Task to complete: From first line to last, transcribe the listing exactly and skip any image.

Start of Material provided

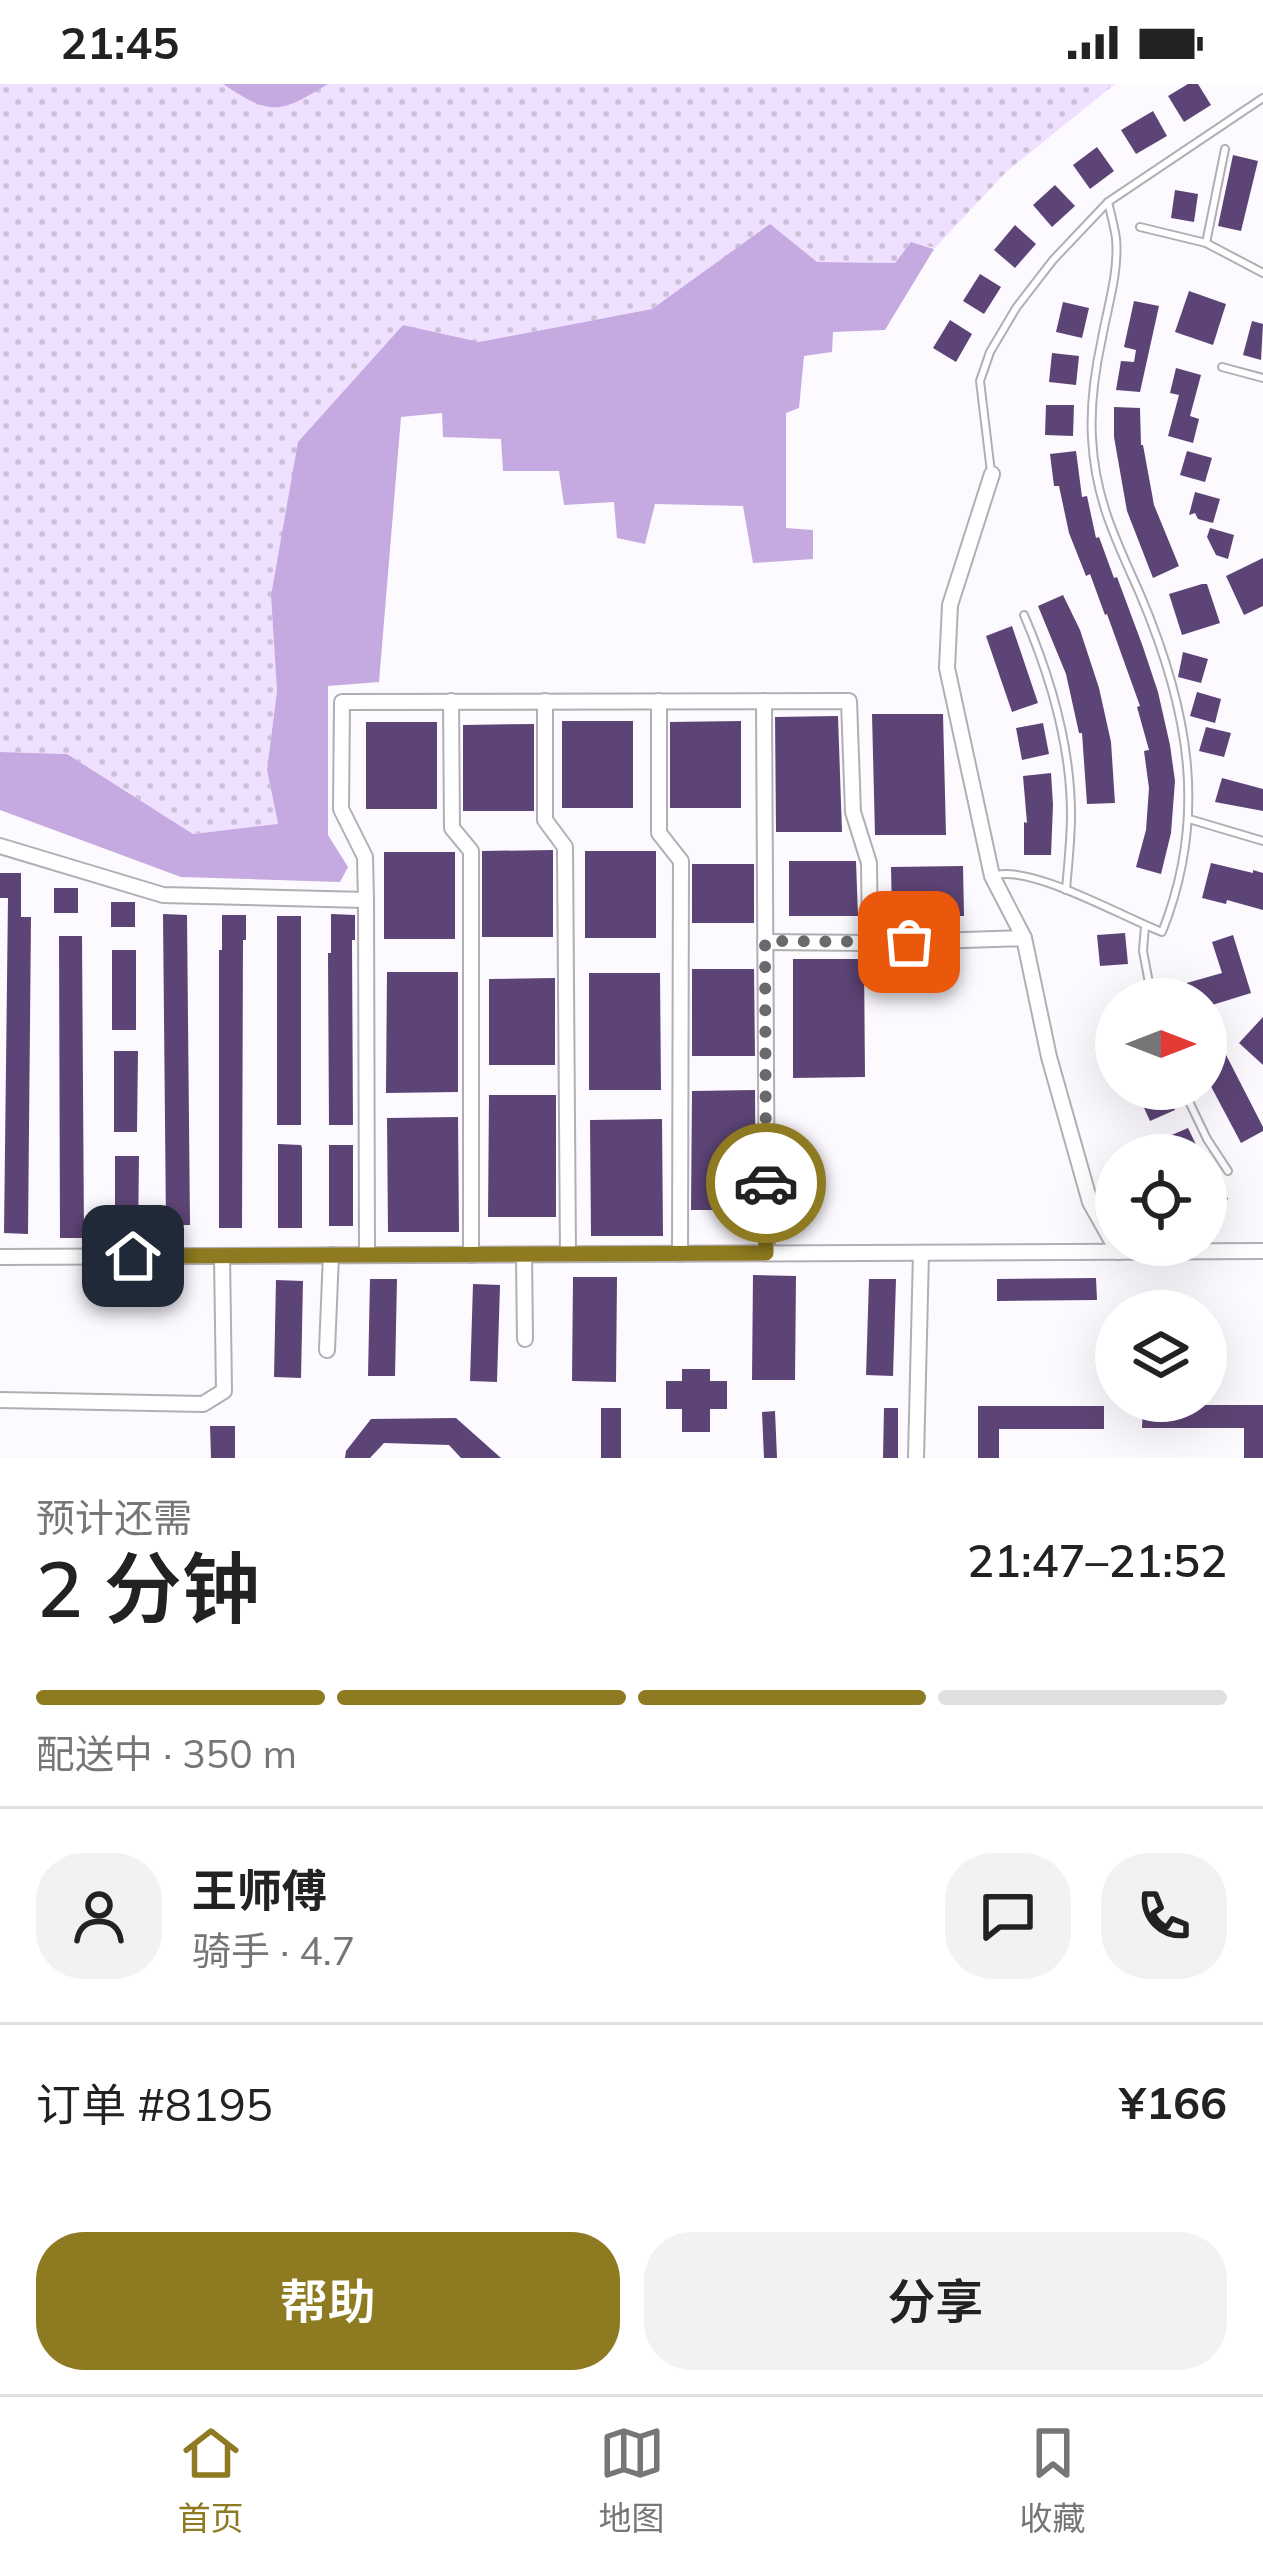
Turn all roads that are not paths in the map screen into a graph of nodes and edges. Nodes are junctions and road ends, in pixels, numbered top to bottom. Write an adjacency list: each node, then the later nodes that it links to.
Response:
1 (1263, 98): 3 (lane)
2 (1225, 149): 5 (lane)
3 (1108, 202): 9 (lane); 15 (lane)
4 (1140, 227): 5 (lane)
5 (1206, 243): 6 (lane)
6 (1263, 273)
7 (1222, 368): 8 (lane)
8 (1263, 378)
9 (992, 474): 18 (street)
10 (1024, 615): 19 (lane)
11 (451, 701): 12 (street); 20 (street); 37 (street)
12 (544, 701): 13 (street); 34 (street)
13 (659, 701): 14 (street); 35 (street)
14 (764, 701): 23 (street); 24 (street)
15 (1189, 819): 16 (lane); 21 (lane)
16 (1263, 841)
17 (0, 846): 20 (street)
18 (992, 876): 19 (lane); 22 (street)
19 (1066, 890): 21 (lane)
20 (366, 900): 36 (street)
21 (1145, 926): 25 (lane)
22 (1024, 938): 24 (street); 28 (street)
23 (765, 941): 24 (street); 32 (street)
24 (870, 943)
25 (1148, 978)
26 (1193, 1110): 27 (lane)
27 (1228, 1171)
28 (1095, 1211)
29 (1227, 1251): 30 (street)
30 (1263, 1251)
31 (1095, 1252): 33 (street)
32 (766, 1253): 33 (street); 35 (street)
33 (920, 1253): 45 (street)
34 (568, 1254): 35 (street); 38 (street)
35 (680, 1254)
36 (367, 1255): 37 (street); 40 (street)
37 (471, 1255): 38 (street)
38 (524, 1255): 42 (street)
39 (222, 1256): 40 (street); 41 (street); 44 (street)
40 (331, 1256): 43 (street)
41 (0, 1257)
42 (525, 1339)
43 (327, 1350)
44 (0, 1400)
45 (916, 1458)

End of Material provided

Exercise solution:
Turn all roads that are not paths in the map screen into a graph of nodes and edges. Nodes are junctions and road ends, in pixels, numbered top to bottom. Write an adjacency list: each node, then the later nodes that it links to.
Response:
1 (1263, 98): 3 (lane)
2 (1225, 149): 5 (lane)
3 (1108, 202): 9 (lane); 15 (lane)
4 (1140, 227): 5 (lane)
5 (1206, 243): 6 (lane)
6 (1263, 273)
7 (1222, 368): 8 (lane)
8 (1263, 378)
9 (992, 474): 18 (street)
10 (1024, 615): 19 (lane)
11 (451, 701): 12 (street); 20 (street); 37 (street)
12 (544, 701): 13 (street); 34 (street)
13 (659, 701): 14 (street); 35 (street)
14 (764, 701): 23 (street); 24 (street)
15 (1189, 819): 16 (lane); 21 (lane)
16 (1263, 841)
17 (0, 846): 20 (street)
18 (992, 876): 19 (lane); 22 (street)
19 (1066, 890): 21 (lane)
20 (366, 900): 36 (street)
21 (1145, 926): 25 (lane)
22 (1024, 938): 24 (street); 28 (street)
23 (765, 941): 24 (street); 32 (street)
24 (870, 943)
25 (1148, 978)
26 (1193, 1110): 27 (lane)
27 (1228, 1171)
28 (1095, 1211)
29 (1227, 1251): 30 (street)
30 (1263, 1251)
31 (1095, 1252): 33 (street)
32 (766, 1253): 33 (street); 35 (street)
33 (920, 1253): 45 (street)
34 (568, 1254): 35 (street); 38 (street)
35 (680, 1254)
36 (367, 1255): 37 (street); 40 (street)
37 (471, 1255): 38 (street)
38 (524, 1255): 42 (street)
39 (222, 1256): 40 (street); 41 (street); 44 (street)
40 (331, 1256): 43 (street)
41 (0, 1257)
42 (525, 1339)
43 (327, 1350)
44 (0, 1400)
45 (916, 1458)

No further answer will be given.